# WHAT TO PRODUCE
Find all lines below containing the string "edges" and return them.

# MATERIAL TO PROCESS

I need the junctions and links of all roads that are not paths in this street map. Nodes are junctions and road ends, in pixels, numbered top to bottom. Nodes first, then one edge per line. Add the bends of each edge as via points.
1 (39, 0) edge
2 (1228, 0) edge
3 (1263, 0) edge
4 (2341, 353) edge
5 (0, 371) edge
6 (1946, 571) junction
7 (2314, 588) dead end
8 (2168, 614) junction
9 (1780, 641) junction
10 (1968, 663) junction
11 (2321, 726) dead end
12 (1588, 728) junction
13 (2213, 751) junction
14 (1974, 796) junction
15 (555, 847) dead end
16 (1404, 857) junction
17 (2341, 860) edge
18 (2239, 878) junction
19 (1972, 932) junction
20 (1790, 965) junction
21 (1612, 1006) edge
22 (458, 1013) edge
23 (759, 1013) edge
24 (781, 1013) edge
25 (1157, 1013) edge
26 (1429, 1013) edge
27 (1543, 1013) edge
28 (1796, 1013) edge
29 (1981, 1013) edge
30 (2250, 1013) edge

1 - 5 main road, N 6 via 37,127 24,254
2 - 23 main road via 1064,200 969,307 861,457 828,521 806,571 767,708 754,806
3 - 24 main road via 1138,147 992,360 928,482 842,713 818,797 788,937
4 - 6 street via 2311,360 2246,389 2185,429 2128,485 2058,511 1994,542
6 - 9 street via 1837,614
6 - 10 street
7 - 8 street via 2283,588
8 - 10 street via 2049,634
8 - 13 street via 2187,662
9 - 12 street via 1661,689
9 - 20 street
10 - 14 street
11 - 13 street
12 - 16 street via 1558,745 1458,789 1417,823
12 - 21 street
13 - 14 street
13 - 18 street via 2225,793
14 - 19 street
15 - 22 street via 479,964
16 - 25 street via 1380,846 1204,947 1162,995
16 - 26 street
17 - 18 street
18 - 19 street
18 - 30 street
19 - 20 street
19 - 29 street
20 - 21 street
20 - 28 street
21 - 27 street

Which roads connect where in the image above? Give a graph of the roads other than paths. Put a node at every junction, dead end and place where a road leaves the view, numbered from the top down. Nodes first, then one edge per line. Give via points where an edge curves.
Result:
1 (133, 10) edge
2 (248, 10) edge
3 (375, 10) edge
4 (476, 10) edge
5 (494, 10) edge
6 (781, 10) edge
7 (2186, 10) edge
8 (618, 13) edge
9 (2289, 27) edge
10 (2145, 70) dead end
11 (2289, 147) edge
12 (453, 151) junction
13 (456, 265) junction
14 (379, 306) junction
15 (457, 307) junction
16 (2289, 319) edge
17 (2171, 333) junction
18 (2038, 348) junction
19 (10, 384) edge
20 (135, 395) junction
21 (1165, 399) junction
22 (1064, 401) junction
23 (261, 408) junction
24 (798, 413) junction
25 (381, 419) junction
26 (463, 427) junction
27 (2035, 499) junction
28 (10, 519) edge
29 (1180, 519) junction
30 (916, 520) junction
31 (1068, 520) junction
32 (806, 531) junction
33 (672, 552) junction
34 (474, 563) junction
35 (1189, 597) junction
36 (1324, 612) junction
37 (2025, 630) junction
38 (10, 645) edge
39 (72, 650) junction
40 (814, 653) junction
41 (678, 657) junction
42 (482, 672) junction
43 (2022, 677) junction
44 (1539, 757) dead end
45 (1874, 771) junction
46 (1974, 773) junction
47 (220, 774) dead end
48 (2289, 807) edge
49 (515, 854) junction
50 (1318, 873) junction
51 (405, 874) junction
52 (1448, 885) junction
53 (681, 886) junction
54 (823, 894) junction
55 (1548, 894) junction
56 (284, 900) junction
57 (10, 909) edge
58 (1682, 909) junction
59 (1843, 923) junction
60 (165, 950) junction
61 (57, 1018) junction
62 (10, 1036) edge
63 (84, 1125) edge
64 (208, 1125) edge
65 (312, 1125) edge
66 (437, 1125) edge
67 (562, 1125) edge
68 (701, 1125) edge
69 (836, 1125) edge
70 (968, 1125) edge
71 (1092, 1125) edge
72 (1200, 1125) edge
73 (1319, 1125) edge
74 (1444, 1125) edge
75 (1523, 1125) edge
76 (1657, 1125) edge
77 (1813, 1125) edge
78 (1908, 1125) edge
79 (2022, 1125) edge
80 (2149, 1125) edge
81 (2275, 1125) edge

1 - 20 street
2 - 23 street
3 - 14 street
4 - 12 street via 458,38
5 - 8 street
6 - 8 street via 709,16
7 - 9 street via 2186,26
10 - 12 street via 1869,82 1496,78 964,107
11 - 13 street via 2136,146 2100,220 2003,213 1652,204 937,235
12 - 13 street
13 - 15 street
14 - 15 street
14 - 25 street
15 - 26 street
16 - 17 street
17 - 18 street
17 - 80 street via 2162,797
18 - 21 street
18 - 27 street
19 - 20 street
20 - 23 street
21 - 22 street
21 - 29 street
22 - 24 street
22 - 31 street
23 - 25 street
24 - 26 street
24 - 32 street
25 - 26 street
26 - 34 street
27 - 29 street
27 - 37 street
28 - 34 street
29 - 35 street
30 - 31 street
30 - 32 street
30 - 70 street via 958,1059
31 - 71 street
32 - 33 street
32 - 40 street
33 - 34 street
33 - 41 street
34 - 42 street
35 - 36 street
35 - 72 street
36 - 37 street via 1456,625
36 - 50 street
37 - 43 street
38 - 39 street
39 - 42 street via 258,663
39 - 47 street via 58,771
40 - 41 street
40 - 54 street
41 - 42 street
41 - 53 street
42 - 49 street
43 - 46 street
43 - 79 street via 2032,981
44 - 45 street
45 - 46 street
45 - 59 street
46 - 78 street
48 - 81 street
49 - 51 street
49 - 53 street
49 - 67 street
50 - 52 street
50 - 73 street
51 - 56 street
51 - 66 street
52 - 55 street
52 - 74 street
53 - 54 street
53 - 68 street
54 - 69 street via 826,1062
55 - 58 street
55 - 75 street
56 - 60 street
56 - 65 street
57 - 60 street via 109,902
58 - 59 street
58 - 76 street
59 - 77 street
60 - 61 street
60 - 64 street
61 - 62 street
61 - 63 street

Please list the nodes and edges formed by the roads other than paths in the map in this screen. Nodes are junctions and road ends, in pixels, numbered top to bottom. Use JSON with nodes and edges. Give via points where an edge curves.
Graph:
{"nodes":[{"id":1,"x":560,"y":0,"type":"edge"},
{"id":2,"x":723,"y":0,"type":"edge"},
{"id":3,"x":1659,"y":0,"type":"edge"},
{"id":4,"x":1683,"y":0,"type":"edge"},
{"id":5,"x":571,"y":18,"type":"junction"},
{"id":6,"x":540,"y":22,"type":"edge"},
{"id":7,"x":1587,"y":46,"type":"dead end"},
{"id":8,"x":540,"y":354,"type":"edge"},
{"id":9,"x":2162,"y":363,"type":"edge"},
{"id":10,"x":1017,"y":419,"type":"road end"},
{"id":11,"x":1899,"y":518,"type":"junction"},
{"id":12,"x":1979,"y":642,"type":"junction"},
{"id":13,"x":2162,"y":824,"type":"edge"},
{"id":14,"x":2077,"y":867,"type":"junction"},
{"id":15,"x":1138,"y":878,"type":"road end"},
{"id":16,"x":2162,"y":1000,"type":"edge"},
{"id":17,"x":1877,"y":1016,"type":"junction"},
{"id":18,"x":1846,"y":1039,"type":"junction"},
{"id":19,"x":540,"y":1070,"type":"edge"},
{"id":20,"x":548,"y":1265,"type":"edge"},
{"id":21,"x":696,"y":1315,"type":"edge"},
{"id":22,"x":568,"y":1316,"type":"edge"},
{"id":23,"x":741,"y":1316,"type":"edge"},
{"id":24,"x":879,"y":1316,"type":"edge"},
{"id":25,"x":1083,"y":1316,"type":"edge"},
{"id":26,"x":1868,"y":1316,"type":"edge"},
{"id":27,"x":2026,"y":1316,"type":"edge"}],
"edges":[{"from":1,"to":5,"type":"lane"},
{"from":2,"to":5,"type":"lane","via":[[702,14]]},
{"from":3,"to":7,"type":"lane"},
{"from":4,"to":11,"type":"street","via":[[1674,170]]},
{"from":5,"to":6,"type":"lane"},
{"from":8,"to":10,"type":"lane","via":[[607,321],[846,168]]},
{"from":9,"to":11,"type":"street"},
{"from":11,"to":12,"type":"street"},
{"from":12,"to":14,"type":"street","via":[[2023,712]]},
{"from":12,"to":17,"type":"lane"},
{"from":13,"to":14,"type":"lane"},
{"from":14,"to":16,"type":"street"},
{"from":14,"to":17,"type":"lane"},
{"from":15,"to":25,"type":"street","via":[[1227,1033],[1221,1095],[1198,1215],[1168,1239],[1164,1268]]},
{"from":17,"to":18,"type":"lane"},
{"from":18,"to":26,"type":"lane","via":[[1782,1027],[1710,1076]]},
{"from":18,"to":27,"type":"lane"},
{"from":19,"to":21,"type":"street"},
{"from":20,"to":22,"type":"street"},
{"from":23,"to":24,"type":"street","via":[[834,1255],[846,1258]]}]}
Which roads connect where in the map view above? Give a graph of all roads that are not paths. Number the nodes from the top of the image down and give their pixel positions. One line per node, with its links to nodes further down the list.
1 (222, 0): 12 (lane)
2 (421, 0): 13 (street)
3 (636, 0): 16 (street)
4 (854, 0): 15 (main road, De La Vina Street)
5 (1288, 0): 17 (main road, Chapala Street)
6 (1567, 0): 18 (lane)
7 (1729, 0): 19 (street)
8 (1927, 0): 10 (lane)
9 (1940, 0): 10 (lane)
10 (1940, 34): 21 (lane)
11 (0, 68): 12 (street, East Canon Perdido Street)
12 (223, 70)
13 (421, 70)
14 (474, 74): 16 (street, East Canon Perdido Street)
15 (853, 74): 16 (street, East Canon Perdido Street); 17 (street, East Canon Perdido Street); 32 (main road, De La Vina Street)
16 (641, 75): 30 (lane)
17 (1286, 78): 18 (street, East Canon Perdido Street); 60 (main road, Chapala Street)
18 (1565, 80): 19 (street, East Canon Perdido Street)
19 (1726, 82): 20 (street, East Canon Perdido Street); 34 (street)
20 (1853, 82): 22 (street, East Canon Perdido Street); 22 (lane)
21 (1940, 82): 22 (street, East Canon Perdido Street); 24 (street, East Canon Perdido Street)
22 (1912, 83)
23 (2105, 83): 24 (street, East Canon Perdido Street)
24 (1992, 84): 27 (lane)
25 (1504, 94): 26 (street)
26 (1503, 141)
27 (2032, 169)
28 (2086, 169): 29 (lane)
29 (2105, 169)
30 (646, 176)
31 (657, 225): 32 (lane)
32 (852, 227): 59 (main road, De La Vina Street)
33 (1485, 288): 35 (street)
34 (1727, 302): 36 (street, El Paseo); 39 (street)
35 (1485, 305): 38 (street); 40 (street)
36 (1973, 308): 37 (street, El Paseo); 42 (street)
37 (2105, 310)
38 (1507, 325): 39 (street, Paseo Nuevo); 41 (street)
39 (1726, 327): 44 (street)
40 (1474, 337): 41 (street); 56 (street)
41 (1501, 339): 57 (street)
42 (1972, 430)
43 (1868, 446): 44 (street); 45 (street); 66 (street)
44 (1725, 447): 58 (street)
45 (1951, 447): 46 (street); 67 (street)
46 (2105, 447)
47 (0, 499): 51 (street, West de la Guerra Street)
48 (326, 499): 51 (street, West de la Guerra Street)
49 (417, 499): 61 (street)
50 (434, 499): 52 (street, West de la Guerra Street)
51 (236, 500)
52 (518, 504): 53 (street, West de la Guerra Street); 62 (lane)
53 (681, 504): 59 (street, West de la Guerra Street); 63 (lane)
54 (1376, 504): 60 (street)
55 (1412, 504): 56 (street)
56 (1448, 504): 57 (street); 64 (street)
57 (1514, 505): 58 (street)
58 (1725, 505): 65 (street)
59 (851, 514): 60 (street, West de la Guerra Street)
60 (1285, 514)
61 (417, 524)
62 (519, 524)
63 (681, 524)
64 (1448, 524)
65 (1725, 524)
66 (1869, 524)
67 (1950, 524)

# RESPONSE
Please list the nodes and edges formed by the roads other than paths in the map in this screen. Nodes are junctions and road ends, in pixels, numbered top to bottom. Use JSON with nodes and edges. Give via points where an edge curves.
"edges":[{"from":1,"to":5,"type":"lane"},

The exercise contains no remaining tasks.